Maria Tallchief dies, a daughter of an Oklahoma oil family who grew up on an Indian reservation, found her way to New York and became one of the most brilliant American ballerinas of the 20th century, died on Thursday in Chicago. She was 88.
Her daughter, the poet Elise Paschen, confirmed the death. Ms. Tallchief lived in Chicago.
A former wife of the choreographer George Balanchine, Ms. Tallchief achieved renown with Balanchine’s New York City Ballet, dazzling audiences with her speed, energy and fire.
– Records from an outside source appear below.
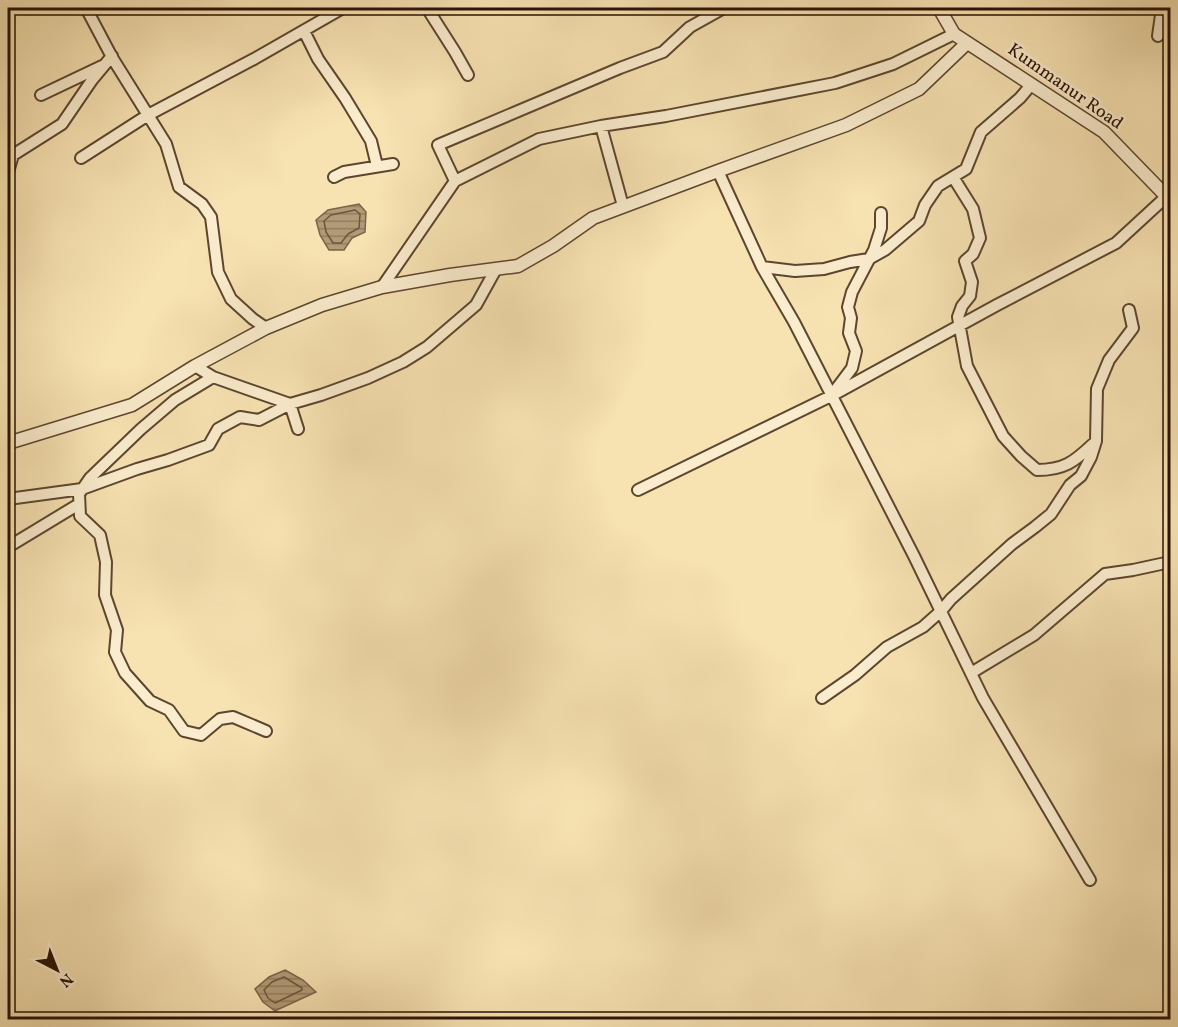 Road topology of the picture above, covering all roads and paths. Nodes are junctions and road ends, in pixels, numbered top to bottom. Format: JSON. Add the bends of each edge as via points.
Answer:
{"nodes":[{"id":1,"x":86,"y":8,"type":"edge"},
{"id":2,"x":343,"y":8,"type":"edge"},
{"id":3,"x":427,"y":8,"type":"edge"},
{"id":4,"x":724,"y":8,"type":"edge"},
{"id":5,"x":939,"y":8,"type":"edge"},
{"id":6,"x":1162,"y":8,"type":"edge"},
{"id":7,"x":304,"y":30,"type":"junction"},
{"id":8,"x":954,"y":33,"type":"junction"},
{"id":9,"x":1158,"y":36,"type":"dead end"},
{"id":10,"x":967,"y":43,"type":"junction"},
{"id":11,"x":108,"y":60,"type":"junction"},
{"id":12,"x":468,"y":75,"type":"dead end"},
{"id":13,"x":1032,"y":85,"type":"junction"},
{"id":14,"x":41,"y":95,"type":"dead end"},
{"id":15,"x":148,"y":115,"type":"junction"},
{"id":16,"x":601,"y":126,"type":"junction"},
{"id":17,"x":81,"y":158,"type":"dead end"},
{"id":18,"x":393,"y":164,"type":"dead end"},
{"id":19,"x":377,"y":166,"type":"junction"},
{"id":20,"x":718,"y":171,"type":"junction"},
{"id":21,"x":8,"y":172,"type":"edge"},
{"id":22,"x":334,"y":177,"type":"dead end"},
{"id":23,"x":953,"y":177,"type":"junction"},
{"id":24,"x":455,"y":181,"type":"junction"},
{"id":25,"x":1169,"y":198,"type":"edge"},
{"id":26,"x":623,"y":206,"type":"junction"},
{"id":27,"x":881,"y":213,"type":"dead end"},
{"id":28,"x":869,"y":258,"type":"junction"},
{"id":29,"x":762,"y":267,"type":"junction"},
{"id":30,"x":495,"y":269,"type":"junction"},
{"id":31,"x":382,"y":287,"type":"junction"},
{"id":32,"x":1129,"y":309,"type":"dead end"},
{"id":33,"x":958,"y":326,"type":"junction"},
{"id":34,"x":266,"y":328,"type":"junction"},
{"id":35,"x":195,"y":366,"type":"junction"},
{"id":36,"x":213,"y":376,"type":"junction"},
{"id":37,"x":831,"y":396,"type":"junction"},
{"id":38,"x":290,"y":404,"type":"junction"},
{"id":39,"x":298,"y":429,"type":"dead end"},
{"id":40,"x":1096,"y":441,"type":"junction"},
{"id":41,"x":8,"y":443,"type":"edge"},
{"id":42,"x":82,"y":489,"type":"junction"},
{"id":43,"x":638,"y":490,"type":"dead end"},
{"id":44,"x":8,"y":499,"type":"edge"},
{"id":45,"x":79,"y":504,"type":"junction"},
{"id":46,"x":8,"y":548,"type":"edge"},
{"id":47,"x":1170,"y":562,"type":"edge"},
{"id":48,"x":941,"y":611,"type":"junction"},
{"id":49,"x":971,"y":673,"type":"junction"},
{"id":50,"x":822,"y":698,"type":"dead end"},
{"id":51,"x":266,"y":731,"type":"dead end"},
{"id":52,"x":1090,"y":880,"type":"dead end"}],
"edges":[{"from":1,"to":11,"type":"street"},
{"from":2,"to":7,"type":"street"},
{"from":3,"to":12,"type":"street"},
{"from":4,"to":24,"type":"street","via":[[690,27],[663,52],[438,145]]},
{"from":5,"to":8,"type":"street","name":"Kummanur Road"},
{"from":6,"to":9,"type":"street"},
{"from":7,"to":15,"type":"street"},
{"from":7,"to":19,"type":"street","via":[[318,59],[371,141]]},
{"from":8,"to":10,"type":"street","name":"Kummanur Road"},
{"from":8,"to":16,"type":"street","via":[[893,64],[835,83]]},
{"from":10,"to":13,"type":"street","name":"Kummanur Road"},
{"from":10,"to":20,"type":"street","via":[[920,89],[846,125]]},
{"from":11,"to":14,"type":"street"},
{"from":11,"to":15,"type":"street"},
{"from":11,"to":21,"type":"street","via":[[62,124],[13,155]]},
{"from":13,"to":23,"type":"street","via":[[981,132],[966,168]]},
{"from":13,"to":25,"type":"street","name":"Kummanur Road","via":[[1104,132]]},
{"from":15,"to":17,"type":"street"},
{"from":15,"to":34,"type":"street","via":[[166,144],[179,187],[202,204],[211,217],[218,272],[231,298]]},
{"from":16,"to":24,"type":"street","via":[[539,139]]},
{"from":16,"to":26,"type":"street"},
{"from":18,"to":19,"type":"street"},
{"from":19,"to":22,"type":"street"},
{"from":20,"to":26,"type":"street"},
{"from":20,"to":29,"type":"street"},
{"from":23,"to":28,"type":"street","via":[[938,186],[919,221],[885,250]]},
{"from":23,"to":33,"type":"street","via":[[973,209],[980,238],[973,254],[964,261],[972,282]]},
{"from":24,"to":31,"type":"street"},
{"from":25,"to":33,"type":"street","via":[[1116,243]]},
{"from":26,"to":30,"type":"street","via":[[593,218],[518,266]]},
{"from":27,"to":28,"type":"street","via":[[881,228]]},
{"from":28,"to":29,"type":"street","via":[[824,269]]},
{"from":28,"to":37,"type":"street","via":[[848,307],[849,333],[856,351],[852,368]]},
{"from":29,"to":37,"type":"street"},
{"from":30,"to":31,"type":"street"},
{"from":30,"to":38,"type":"street","via":[[476,305],[427,347],[368,378]]},
{"from":31,"to":34,"type":"street","via":[[322,305]]},
{"from":32,"to":40,"type":"street","via":[[1133,328],[1110,360],[1097,389]]},
{"from":33,"to":37,"type":"street"},
{"from":33,"to":40,"type":"street","via":[[967,366],[1002,436],[1037,470],[1054,470],[1077,459]]},
{"from":34,"to":35,"type":"street"},
{"from":35,"to":36,"type":"street"},
{"from":35,"to":41,"type":"street","via":[[132,405]]},
{"from":36,"to":38,"type":"street"},
{"from":36,"to":42,"type":"street","via":[[175,400],[141,429]]},
{"from":37,"to":43,"type":"street"},
{"from":37,"to":48,"type":"street"},
{"from":38,"to":39,"type":"street"},
{"from":38,"to":42,"type":"street","via":[[259,420],[240,417],[218,429],[209,445]]},
{"from":40,"to":48,"type":"street","via":[[1081,476],[1070,485],[1051,514],[1012,544]]},
{"from":42,"to":44,"type":"street"},
{"from":42,"to":45,"type":"street"},
{"from":45,"to":46,"type":"street"},
{"from":45,"to":51,"type":"street","via":[[80,516],[100,535],[106,561],[105,595],[117,630],[115,652],[125,673],[150,701],[169,710],[184,731],[201,735],[220,719],[233,717]]},
{"from":47,"to":49,"type":"street","via":[[1106,574],[1034,635]]},
{"from":48,"to":49,"type":"street"},
{"from":48,"to":50,"type":"street"},
{"from":49,"to":52,"type":"street"}]}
Indeed, the part that catapulted her to acclaim, in 1949, was the title role in the company’s version of Stravinsky’s “Firebird,” one of many that Balanchine created for her.
The choreographer Jacques d’Amboise, who was a 15-year-old corps dancer in Balanchine’s “Firebird” before becoming one of City Ballet’s stars, compared Ms. Tallchief to two of the century’s greatest ballerinas: Galina Ulanova of the Soviet Union and Margot Fonteyn of Britain.
“When you thought of Russian ballet, it was Ulanova,” he said an interview on Friday. “With English ballet, it was Fonteyn. For American ballet, it was Tallchief. She was grand in the grandest way.”
A daughter of an Osage Indian father and a Scottish-Irish mother, Ms. Tallchief left Oklahoma at an early age, but she was long associated with the state nevertheless. She was one of five dancers of Indian heritage, all born at roughly the same time, who came to be called the Oklahoma Indian ballerinas: the others included her younger sister, Marjorie Tallchief, as well as Rosella Hightower, Moscelyne Larkin and Yvonne Chouteau.
Growing up at a time when many American dancers adopted Russian stage names, Ms. Tallchief, proud of her Indian heritage, refused to do so, even though friends told her that it would be easy to transform Tallchief into Tallchieva.
Elizabeth Marie Tallchief was born in Fairfax, Okla., in a small hospital on Jan. 24, 1925. Her father, Alexander Joseph Tall Chief, was a 6-foot-2 full-blooded Osage Indian whom his daughters idolized and women found strikingly handsome, Ms. Tallchief later wrote. (She and her sister joined their surnames when they began dancing professionally.)
Her mother, the former Ruth Porter, met Mr. Tall Chief, a widower, while visiting her sister, who was a cook and housekeeper for Mr. Tall Chief’s mother.
“When Daddy was a boy, oil was discovered on Osage land, and overnight the tribe became rich,” Ms. Tallchief recounted in “Maria Tallchief: America’s Prima Ballerina,” her 1997 autobiography written with Larry Kaplan. “As a young girl growing up on the Osage reservation in Fairfax, Okla., I felt my father owned the town. He had property everywhere. The local movie theater on Main Street, and the pool hall opposite, belonged to him. Our 10-room, terracotta-brick house stood high on a hill overlooking the reservation.”
She had her first ballet lessons in Colorado Springs, where the family had a summer home. She also studied piano and, blessed with perfect pitch, contemplated becoming a concert pianist.